Theology is the way in which we put together our faith in God, our knowledge of God, and our experience of God in order to make meaningful statements about who God is (in the fullness of the Trinity) and what God’s creative and salvific purposes are in the world.
I’ll cheat and post my favorite description of theology; from the introduction to David Well’s _No Place for Truth_.
…theology is a knowledge that belongs first and foremost to the people of God and that the proper and primary audience for theology is therefore the Church, not the learned guild…I say this because theology is not simply a philosophical reflection about the nature of things but is rather the cogent articulation of the knowledge of God.

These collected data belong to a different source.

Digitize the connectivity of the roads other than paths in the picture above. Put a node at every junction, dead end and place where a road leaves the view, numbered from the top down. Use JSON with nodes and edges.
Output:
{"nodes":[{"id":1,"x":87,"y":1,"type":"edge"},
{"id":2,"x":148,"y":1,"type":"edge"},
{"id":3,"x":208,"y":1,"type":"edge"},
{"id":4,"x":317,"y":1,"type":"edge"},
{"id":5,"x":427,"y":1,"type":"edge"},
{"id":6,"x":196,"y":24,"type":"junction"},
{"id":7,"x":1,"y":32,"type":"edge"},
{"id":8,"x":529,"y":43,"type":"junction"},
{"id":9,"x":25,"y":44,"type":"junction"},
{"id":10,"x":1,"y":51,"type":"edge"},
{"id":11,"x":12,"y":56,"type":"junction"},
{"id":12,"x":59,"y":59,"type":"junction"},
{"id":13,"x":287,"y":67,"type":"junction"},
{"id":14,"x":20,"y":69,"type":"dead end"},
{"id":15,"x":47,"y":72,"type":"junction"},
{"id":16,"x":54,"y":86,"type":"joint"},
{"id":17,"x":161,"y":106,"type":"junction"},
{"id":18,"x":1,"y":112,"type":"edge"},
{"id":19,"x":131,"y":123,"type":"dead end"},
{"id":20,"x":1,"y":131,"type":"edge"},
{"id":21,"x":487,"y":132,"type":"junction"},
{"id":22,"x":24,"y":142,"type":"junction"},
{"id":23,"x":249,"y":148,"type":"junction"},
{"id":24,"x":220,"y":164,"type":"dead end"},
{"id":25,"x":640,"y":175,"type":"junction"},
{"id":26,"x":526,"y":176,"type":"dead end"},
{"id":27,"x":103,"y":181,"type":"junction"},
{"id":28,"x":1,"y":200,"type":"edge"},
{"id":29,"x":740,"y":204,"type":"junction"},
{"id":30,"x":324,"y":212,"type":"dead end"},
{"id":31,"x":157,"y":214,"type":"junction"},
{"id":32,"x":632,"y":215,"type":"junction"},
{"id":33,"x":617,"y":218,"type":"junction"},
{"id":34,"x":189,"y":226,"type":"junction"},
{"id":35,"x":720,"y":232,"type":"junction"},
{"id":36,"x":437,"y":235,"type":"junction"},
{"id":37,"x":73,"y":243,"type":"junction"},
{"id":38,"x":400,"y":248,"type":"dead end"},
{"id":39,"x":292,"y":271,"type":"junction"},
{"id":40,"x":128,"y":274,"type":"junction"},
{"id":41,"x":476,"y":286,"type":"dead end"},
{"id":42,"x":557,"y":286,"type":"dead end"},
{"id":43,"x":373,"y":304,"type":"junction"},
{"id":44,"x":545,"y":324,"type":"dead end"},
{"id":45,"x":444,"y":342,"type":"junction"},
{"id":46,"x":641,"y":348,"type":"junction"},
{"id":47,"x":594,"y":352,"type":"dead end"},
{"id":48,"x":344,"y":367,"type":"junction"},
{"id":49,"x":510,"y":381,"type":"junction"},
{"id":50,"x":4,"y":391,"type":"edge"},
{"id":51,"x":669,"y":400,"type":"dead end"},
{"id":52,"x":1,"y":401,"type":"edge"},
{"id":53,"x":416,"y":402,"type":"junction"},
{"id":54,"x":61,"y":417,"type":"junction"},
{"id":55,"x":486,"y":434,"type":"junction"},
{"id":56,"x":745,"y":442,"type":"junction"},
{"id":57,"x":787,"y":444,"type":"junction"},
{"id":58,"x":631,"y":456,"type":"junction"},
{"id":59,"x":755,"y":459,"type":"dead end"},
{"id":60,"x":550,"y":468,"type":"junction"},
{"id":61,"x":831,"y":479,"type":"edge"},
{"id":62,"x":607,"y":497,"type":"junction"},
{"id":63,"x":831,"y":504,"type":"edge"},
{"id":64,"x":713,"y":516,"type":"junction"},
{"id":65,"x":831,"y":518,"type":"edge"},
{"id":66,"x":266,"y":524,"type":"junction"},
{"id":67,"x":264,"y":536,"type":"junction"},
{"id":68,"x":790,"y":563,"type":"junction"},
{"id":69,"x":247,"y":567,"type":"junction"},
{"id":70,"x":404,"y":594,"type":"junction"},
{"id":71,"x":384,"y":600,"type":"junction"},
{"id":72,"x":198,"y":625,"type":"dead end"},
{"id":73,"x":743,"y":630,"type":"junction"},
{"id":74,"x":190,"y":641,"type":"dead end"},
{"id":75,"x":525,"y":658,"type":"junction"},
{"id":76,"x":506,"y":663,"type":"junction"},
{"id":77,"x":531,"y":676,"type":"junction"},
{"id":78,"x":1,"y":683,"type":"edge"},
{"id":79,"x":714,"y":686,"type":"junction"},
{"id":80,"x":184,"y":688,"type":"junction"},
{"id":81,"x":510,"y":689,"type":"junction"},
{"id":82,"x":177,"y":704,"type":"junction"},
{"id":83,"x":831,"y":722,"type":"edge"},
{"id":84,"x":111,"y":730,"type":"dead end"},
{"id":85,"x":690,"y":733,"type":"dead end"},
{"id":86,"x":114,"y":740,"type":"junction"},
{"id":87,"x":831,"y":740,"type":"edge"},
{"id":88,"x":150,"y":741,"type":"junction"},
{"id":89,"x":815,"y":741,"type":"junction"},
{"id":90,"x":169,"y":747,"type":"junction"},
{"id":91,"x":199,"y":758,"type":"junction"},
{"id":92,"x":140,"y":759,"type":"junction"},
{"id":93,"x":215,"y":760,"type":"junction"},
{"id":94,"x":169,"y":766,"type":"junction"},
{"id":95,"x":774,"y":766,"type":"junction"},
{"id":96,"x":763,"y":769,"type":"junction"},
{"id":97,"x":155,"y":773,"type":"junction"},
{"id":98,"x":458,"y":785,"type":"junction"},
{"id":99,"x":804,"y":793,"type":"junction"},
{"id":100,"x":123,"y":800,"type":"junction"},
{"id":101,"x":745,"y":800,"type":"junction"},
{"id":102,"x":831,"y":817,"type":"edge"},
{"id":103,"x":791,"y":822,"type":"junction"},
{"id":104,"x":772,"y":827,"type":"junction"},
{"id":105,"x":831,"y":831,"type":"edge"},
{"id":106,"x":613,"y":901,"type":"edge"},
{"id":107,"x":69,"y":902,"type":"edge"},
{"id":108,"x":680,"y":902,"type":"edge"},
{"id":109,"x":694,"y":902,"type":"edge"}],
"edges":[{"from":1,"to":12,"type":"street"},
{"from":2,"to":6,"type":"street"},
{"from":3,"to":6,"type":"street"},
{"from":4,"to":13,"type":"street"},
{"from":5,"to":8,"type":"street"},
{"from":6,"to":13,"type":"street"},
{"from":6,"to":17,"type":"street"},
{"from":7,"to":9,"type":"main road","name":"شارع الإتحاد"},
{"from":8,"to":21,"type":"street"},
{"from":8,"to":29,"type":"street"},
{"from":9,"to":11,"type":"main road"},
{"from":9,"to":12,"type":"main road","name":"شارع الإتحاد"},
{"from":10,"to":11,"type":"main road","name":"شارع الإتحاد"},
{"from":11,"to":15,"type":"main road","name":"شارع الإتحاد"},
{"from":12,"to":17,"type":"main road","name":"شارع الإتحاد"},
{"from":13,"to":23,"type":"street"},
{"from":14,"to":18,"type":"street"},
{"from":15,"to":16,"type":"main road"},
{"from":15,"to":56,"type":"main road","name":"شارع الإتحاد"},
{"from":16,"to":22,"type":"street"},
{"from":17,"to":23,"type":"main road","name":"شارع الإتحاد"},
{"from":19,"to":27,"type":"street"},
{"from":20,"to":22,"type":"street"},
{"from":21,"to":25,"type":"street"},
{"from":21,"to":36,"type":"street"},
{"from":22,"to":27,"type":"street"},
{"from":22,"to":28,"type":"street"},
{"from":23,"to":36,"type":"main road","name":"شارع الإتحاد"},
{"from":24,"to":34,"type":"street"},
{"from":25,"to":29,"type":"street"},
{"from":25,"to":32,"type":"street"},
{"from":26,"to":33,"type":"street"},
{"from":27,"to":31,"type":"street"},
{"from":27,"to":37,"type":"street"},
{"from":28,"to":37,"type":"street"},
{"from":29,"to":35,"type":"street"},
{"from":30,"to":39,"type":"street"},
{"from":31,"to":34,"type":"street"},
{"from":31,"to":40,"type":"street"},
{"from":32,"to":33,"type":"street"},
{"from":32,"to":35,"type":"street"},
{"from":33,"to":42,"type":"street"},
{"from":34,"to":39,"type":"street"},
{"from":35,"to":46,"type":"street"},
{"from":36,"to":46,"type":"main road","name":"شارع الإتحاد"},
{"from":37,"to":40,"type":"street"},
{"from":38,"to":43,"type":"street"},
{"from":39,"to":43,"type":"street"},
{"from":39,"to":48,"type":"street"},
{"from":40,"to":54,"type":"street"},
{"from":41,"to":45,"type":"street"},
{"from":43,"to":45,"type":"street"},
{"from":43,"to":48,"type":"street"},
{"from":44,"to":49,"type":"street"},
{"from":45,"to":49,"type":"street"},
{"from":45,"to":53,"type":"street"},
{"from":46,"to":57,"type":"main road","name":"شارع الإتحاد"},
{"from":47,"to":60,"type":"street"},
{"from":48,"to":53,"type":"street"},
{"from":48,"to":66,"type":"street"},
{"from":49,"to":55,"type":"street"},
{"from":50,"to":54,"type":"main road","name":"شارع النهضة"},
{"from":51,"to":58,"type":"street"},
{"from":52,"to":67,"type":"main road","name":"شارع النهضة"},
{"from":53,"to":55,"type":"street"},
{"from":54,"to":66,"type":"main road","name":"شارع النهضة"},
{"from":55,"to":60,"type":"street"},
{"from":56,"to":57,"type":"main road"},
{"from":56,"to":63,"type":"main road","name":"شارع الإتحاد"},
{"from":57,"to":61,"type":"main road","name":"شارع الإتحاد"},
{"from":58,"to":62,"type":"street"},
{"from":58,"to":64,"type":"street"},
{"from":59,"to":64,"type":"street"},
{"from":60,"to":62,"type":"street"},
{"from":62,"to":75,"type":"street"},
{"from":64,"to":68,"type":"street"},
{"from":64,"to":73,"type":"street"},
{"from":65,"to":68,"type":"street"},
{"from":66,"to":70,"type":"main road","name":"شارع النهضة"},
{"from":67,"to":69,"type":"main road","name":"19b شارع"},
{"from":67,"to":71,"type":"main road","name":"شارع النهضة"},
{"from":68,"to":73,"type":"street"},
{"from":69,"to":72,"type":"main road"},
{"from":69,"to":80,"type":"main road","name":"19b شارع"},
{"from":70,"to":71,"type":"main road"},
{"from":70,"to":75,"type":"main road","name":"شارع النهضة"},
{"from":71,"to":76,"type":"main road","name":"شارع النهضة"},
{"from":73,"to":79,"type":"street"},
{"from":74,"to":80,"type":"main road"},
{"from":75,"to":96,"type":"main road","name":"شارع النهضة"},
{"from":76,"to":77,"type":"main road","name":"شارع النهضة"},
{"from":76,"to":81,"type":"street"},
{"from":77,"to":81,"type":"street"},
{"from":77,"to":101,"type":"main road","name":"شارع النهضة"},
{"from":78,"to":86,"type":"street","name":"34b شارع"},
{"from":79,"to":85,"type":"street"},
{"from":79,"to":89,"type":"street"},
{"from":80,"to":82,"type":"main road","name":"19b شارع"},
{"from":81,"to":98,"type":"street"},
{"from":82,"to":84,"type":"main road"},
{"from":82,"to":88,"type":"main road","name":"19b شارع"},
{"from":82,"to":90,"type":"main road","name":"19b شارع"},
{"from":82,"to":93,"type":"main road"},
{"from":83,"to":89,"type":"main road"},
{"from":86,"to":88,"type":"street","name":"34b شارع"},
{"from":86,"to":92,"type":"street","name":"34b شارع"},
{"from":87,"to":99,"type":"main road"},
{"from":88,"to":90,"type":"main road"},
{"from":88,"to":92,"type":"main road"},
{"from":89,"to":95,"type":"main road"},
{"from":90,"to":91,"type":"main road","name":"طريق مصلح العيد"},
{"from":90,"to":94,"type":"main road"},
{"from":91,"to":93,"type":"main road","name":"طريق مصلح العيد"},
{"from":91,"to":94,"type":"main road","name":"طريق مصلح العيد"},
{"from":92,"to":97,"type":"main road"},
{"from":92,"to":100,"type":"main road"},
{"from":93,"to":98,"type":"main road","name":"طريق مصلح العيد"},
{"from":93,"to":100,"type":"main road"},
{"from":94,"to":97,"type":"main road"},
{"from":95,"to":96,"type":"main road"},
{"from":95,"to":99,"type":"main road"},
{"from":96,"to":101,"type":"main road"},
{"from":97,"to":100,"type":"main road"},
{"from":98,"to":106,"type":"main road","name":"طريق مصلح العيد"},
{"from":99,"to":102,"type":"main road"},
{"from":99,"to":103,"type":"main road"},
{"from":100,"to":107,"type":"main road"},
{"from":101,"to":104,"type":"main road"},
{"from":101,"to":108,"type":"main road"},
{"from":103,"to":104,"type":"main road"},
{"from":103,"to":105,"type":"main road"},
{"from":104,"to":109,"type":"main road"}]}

Its substance is not drawn from mere human reflection, no matter how brilliant, but from the biblical Word by which it is nurtured and disciplined. And its purpose is not primarily to participate in the conversation of the learned but to nurture the people of God. That is its nature and that is its purpose. It is here in the Church that the circle of knowing-the kind of knowing that has Christ as its object and his service as its end-is to be found. It is here, then, that the audience for theology is to be found. And so it is the community of faith that the theologian addresses fundamentally, because it is only by faith that the knowledge of God is first arrived at and only by faith that it is sustained.
Something whose definition, practically speaking, requires more attention and care than can be provided in 1,500 words or less.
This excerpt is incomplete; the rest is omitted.